[Stored items]
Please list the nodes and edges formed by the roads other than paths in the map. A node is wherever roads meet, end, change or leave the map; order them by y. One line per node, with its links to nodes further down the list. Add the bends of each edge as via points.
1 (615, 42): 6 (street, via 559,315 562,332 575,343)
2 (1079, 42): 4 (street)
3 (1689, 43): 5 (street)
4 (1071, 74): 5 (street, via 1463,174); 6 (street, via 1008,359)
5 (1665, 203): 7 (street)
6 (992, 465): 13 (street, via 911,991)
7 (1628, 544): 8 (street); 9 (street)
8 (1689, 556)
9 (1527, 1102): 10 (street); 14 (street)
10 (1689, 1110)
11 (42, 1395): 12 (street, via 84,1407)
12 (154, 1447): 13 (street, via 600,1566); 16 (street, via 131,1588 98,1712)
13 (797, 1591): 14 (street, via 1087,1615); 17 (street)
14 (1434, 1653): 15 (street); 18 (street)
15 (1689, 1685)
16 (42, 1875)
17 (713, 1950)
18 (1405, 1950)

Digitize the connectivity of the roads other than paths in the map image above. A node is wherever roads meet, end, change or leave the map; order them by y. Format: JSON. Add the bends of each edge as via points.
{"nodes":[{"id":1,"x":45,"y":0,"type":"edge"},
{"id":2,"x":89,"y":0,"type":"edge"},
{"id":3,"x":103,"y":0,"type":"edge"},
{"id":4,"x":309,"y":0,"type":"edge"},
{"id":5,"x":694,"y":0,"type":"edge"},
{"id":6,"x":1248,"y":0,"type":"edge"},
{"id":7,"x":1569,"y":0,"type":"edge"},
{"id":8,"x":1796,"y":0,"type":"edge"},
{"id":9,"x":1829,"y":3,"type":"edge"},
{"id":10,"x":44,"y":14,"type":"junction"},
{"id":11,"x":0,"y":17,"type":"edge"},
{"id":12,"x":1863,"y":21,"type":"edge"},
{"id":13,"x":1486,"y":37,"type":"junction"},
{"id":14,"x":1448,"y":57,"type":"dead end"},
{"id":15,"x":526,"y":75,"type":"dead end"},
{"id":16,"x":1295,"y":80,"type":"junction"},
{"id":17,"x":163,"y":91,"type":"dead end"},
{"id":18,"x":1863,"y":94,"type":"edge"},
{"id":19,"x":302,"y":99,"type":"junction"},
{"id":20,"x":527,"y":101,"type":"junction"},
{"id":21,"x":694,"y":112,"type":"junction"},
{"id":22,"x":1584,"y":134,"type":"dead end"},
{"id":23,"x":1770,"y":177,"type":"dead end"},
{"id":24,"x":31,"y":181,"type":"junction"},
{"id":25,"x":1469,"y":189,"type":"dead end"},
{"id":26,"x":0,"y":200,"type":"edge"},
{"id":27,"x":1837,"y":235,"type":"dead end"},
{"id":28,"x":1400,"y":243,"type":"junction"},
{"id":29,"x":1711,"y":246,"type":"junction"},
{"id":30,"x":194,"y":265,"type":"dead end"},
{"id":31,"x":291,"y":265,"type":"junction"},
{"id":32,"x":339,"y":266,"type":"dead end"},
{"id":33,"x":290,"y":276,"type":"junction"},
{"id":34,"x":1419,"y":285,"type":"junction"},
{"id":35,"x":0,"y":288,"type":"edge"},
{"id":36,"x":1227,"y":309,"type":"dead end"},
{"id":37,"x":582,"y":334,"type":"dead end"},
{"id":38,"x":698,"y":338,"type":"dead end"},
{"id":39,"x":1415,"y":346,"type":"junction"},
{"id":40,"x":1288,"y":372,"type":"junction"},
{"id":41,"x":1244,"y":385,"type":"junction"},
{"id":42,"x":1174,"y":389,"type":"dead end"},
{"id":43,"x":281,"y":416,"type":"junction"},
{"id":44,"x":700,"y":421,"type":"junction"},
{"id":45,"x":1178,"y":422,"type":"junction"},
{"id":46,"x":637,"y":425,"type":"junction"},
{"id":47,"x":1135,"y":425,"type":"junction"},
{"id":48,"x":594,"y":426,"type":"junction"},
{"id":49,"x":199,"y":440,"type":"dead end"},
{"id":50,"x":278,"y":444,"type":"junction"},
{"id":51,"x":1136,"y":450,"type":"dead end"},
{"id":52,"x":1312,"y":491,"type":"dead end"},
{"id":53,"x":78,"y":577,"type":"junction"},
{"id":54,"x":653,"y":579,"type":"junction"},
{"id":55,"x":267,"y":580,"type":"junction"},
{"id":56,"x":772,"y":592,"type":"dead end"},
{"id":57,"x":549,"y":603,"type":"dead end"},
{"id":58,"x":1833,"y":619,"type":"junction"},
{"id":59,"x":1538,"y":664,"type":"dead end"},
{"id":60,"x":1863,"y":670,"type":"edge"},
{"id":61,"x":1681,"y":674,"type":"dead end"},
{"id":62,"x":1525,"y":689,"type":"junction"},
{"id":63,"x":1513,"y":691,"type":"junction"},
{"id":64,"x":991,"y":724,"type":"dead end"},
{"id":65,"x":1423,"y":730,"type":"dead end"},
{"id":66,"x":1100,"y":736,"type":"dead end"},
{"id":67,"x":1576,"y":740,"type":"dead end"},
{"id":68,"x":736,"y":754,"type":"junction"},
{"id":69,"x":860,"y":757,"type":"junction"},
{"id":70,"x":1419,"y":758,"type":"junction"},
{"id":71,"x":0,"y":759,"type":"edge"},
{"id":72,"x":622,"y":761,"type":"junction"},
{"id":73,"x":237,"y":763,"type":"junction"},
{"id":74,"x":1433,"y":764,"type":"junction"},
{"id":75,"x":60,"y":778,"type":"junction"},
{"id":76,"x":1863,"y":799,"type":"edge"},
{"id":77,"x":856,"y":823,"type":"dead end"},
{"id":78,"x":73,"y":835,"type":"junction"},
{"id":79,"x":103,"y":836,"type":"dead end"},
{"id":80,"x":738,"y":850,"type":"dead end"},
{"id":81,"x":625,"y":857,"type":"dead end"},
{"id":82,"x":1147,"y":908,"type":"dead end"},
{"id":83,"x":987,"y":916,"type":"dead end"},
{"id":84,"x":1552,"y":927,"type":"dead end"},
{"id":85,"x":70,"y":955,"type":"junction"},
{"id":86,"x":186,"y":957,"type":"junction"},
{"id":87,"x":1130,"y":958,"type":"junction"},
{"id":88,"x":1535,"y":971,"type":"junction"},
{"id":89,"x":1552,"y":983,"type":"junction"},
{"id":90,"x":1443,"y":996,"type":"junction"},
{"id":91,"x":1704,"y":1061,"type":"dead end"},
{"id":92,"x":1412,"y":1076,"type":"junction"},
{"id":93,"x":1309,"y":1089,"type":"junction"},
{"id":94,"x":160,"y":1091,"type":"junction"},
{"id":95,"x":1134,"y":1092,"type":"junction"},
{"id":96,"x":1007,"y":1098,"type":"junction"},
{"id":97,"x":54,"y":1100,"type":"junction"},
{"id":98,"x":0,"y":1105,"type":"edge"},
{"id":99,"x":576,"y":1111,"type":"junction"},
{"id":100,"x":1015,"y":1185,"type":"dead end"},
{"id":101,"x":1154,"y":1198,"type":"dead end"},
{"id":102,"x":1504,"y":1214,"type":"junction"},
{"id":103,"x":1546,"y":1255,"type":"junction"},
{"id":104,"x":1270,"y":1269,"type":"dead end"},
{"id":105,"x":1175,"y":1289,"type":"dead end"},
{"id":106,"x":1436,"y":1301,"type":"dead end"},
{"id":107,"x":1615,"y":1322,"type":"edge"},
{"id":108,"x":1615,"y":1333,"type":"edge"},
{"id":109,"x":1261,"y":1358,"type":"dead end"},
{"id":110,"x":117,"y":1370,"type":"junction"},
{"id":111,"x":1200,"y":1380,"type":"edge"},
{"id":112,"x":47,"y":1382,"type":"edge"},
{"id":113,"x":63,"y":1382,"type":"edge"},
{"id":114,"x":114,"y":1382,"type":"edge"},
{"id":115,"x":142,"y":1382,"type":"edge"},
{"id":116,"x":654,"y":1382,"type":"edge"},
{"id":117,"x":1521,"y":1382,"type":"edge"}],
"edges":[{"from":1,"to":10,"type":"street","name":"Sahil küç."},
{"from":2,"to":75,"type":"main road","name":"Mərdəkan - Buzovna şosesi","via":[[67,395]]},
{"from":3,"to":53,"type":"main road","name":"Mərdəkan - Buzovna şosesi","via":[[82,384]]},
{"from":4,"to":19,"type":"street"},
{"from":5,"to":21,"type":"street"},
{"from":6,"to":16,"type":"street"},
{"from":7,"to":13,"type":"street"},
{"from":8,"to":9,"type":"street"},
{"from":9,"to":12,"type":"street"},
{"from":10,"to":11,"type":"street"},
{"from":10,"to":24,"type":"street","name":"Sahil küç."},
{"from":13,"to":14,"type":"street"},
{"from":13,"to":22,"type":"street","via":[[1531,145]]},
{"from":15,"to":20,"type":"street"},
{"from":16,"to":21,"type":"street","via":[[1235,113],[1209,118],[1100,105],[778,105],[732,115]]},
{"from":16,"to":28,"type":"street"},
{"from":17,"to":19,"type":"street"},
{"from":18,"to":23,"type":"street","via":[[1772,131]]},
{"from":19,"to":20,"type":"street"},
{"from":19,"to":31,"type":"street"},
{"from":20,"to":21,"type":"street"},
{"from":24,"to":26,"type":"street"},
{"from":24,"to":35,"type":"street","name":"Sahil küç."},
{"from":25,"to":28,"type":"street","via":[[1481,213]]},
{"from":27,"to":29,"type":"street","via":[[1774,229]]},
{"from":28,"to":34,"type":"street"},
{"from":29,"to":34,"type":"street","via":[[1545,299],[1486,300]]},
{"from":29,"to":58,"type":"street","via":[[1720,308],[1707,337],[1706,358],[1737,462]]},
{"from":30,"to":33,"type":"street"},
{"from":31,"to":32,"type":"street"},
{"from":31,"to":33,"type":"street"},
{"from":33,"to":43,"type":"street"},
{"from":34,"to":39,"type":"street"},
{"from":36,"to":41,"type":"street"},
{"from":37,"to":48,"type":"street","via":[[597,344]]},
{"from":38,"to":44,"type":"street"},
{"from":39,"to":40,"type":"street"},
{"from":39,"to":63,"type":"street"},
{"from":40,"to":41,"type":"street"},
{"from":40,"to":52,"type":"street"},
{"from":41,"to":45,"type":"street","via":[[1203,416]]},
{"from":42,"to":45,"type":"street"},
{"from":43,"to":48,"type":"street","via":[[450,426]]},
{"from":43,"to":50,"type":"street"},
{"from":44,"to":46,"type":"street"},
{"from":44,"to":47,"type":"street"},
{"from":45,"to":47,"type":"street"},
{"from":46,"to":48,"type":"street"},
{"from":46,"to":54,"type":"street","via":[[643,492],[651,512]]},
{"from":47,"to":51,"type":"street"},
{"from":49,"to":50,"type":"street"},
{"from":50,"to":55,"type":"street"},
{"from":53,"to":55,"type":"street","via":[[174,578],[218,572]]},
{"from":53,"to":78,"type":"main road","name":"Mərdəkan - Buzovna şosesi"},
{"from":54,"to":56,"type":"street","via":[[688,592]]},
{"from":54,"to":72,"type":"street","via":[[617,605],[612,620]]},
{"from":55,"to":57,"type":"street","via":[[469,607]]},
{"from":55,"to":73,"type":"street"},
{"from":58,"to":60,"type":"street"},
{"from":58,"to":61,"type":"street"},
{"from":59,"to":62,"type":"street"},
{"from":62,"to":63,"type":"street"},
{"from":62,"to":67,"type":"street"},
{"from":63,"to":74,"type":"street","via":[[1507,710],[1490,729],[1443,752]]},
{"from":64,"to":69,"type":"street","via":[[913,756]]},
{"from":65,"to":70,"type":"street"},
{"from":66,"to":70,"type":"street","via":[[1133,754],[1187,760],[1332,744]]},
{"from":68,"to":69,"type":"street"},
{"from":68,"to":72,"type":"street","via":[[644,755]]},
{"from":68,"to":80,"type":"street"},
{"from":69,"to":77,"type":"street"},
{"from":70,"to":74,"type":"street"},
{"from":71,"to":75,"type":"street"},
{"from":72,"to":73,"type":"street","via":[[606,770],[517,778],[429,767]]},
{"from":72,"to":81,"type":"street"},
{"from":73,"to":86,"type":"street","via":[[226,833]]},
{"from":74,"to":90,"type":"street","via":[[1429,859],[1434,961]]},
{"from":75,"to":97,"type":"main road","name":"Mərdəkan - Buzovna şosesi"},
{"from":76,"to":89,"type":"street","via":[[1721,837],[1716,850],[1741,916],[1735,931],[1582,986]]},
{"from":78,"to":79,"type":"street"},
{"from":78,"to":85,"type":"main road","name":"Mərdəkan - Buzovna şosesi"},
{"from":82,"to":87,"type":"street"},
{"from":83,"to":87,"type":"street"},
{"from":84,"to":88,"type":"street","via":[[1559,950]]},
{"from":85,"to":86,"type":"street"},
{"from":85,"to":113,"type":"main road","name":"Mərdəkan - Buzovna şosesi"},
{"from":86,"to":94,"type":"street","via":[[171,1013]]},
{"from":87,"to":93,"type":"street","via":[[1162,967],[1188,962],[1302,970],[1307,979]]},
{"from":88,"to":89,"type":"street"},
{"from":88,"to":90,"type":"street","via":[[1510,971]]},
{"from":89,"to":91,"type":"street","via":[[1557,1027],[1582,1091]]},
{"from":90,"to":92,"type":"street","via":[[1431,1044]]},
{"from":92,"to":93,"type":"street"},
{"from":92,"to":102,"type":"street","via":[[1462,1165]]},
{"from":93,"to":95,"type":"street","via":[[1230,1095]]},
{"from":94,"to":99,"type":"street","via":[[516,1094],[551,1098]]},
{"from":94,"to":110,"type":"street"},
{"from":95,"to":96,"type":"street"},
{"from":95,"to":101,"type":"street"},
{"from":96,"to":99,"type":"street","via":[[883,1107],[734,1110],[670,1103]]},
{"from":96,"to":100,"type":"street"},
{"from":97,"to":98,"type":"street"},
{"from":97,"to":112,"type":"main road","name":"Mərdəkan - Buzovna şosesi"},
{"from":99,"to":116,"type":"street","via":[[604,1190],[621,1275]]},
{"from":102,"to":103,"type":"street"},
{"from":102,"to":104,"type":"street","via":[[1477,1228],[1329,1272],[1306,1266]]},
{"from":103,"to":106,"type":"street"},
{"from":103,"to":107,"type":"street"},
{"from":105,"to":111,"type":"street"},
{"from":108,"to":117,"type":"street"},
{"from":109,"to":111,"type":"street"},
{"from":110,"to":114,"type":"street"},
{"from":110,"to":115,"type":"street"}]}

| Description of the task |
Please report how many lines in the records contain the string "edges", and write nothing besides that number.

| Written solution |
2